**REQUIRED WORK**: The line containing "Please list the" and every line after it, through the last one below: output exactly these and nothing else.
+-------+
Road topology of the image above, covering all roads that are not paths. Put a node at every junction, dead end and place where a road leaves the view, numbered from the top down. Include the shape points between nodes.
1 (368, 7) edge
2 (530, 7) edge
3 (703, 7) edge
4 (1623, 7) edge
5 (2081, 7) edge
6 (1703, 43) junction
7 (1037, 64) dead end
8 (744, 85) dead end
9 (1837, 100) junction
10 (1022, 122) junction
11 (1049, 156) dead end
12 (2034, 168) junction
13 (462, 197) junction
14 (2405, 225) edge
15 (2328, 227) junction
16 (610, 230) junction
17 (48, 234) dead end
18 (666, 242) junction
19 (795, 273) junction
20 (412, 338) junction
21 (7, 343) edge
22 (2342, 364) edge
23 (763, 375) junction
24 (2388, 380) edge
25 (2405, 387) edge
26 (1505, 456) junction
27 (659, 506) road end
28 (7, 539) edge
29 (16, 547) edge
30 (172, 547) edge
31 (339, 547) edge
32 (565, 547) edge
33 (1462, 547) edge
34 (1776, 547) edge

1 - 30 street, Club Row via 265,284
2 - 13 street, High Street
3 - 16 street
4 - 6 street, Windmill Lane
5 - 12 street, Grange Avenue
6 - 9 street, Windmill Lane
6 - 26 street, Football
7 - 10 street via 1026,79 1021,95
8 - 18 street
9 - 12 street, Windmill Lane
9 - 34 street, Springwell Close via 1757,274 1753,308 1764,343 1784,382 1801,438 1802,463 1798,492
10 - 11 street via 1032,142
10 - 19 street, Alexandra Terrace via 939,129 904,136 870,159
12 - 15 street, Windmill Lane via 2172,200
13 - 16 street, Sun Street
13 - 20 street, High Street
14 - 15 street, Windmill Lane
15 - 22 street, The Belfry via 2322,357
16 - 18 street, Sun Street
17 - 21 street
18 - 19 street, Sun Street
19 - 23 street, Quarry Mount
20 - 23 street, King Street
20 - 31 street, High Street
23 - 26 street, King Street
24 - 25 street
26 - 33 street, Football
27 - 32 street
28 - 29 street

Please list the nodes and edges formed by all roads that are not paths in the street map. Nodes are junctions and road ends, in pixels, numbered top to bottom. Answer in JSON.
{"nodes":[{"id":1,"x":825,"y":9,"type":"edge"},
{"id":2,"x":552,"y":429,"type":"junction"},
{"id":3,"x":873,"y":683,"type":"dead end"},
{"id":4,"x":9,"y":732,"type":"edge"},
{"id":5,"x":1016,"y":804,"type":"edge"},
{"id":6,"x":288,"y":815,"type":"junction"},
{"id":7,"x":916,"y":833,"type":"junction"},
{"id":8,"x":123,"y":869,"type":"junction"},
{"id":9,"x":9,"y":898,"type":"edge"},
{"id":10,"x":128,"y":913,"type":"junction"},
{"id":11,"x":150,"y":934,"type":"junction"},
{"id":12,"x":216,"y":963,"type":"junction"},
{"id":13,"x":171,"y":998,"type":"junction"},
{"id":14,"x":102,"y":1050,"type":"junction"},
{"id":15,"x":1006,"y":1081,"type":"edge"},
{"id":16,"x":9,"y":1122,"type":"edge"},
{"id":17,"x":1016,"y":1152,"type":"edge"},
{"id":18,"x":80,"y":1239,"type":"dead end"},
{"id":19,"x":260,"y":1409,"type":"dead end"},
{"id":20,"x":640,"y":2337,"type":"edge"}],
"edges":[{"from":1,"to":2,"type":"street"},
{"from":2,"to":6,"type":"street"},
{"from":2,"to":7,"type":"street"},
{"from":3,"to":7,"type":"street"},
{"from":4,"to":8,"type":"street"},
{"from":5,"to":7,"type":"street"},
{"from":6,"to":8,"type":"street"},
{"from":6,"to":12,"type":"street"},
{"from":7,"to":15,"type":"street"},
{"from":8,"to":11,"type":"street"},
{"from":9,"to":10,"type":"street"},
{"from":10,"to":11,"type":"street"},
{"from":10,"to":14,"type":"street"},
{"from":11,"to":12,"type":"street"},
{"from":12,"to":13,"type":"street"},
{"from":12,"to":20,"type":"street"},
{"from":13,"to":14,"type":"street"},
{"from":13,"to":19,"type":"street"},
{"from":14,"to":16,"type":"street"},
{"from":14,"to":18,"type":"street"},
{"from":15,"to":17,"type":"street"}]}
+-------+
**TASK ANSWER**:
Please list the nodes and edges formed by all roads that are not paths in the street map. Nodes are junctions and road ends, in pixels, numbered top to bottom. Answer in JSON.
{"nodes":[{"id":1,"x":825,"y":9,"type":"edge"},
{"id":2,"x":552,"y":429,"type":"junction"},
{"id":3,"x":873,"y":683,"type":"dead end"},
{"id":4,"x":9,"y":732,"type":"edge"},
{"id":5,"x":1016,"y":804,"type":"edge"},
{"id":6,"x":288,"y":815,"type":"junction"},
{"id":7,"x":916,"y":833,"type":"junction"},
{"id":8,"x":123,"y":869,"type":"junction"},
{"id":9,"x":9,"y":898,"type":"edge"},
{"id":10,"x":128,"y":913,"type":"junction"},
{"id":11,"x":150,"y":934,"type":"junction"},
{"id":12,"x":216,"y":963,"type":"junction"},
{"id":13,"x":171,"y":998,"type":"junction"},
{"id":14,"x":102,"y":1050,"type":"junction"},
{"id":15,"x":1006,"y":1081,"type":"edge"},
{"id":16,"x":9,"y":1122,"type":"edge"},
{"id":17,"x":1016,"y":1152,"type":"edge"},
{"id":18,"x":80,"y":1239,"type":"dead end"},
{"id":19,"x":260,"y":1409,"type":"dead end"},
{"id":20,"x":640,"y":2337,"type":"edge"}],
"edges":[{"from":1,"to":2,"type":"street"},
{"from":2,"to":6,"type":"street"},
{"from":2,"to":7,"type":"street"},
{"from":3,"to":7,"type":"street"},
{"from":4,"to":8,"type":"street"},
{"from":5,"to":7,"type":"street"},
{"from":6,"to":8,"type":"street"},
{"from":6,"to":12,"type":"street"},
{"from":7,"to":15,"type":"street"},
{"from":8,"to":11,"type":"street"},
{"from":9,"to":10,"type":"street"},
{"from":10,"to":11,"type":"street"},
{"from":10,"to":14,"type":"street"},
{"from":11,"to":12,"type":"street"},
{"from":12,"to":13,"type":"street"},
{"from":12,"to":20,"type":"street"},
{"from":13,"to":14,"type":"street"},
{"from":13,"to":19,"type":"street"},
{"from":14,"to":16,"type":"street"},
{"from":14,"to":18,"type":"street"},
{"from":15,"to":17,"type":"street"}]}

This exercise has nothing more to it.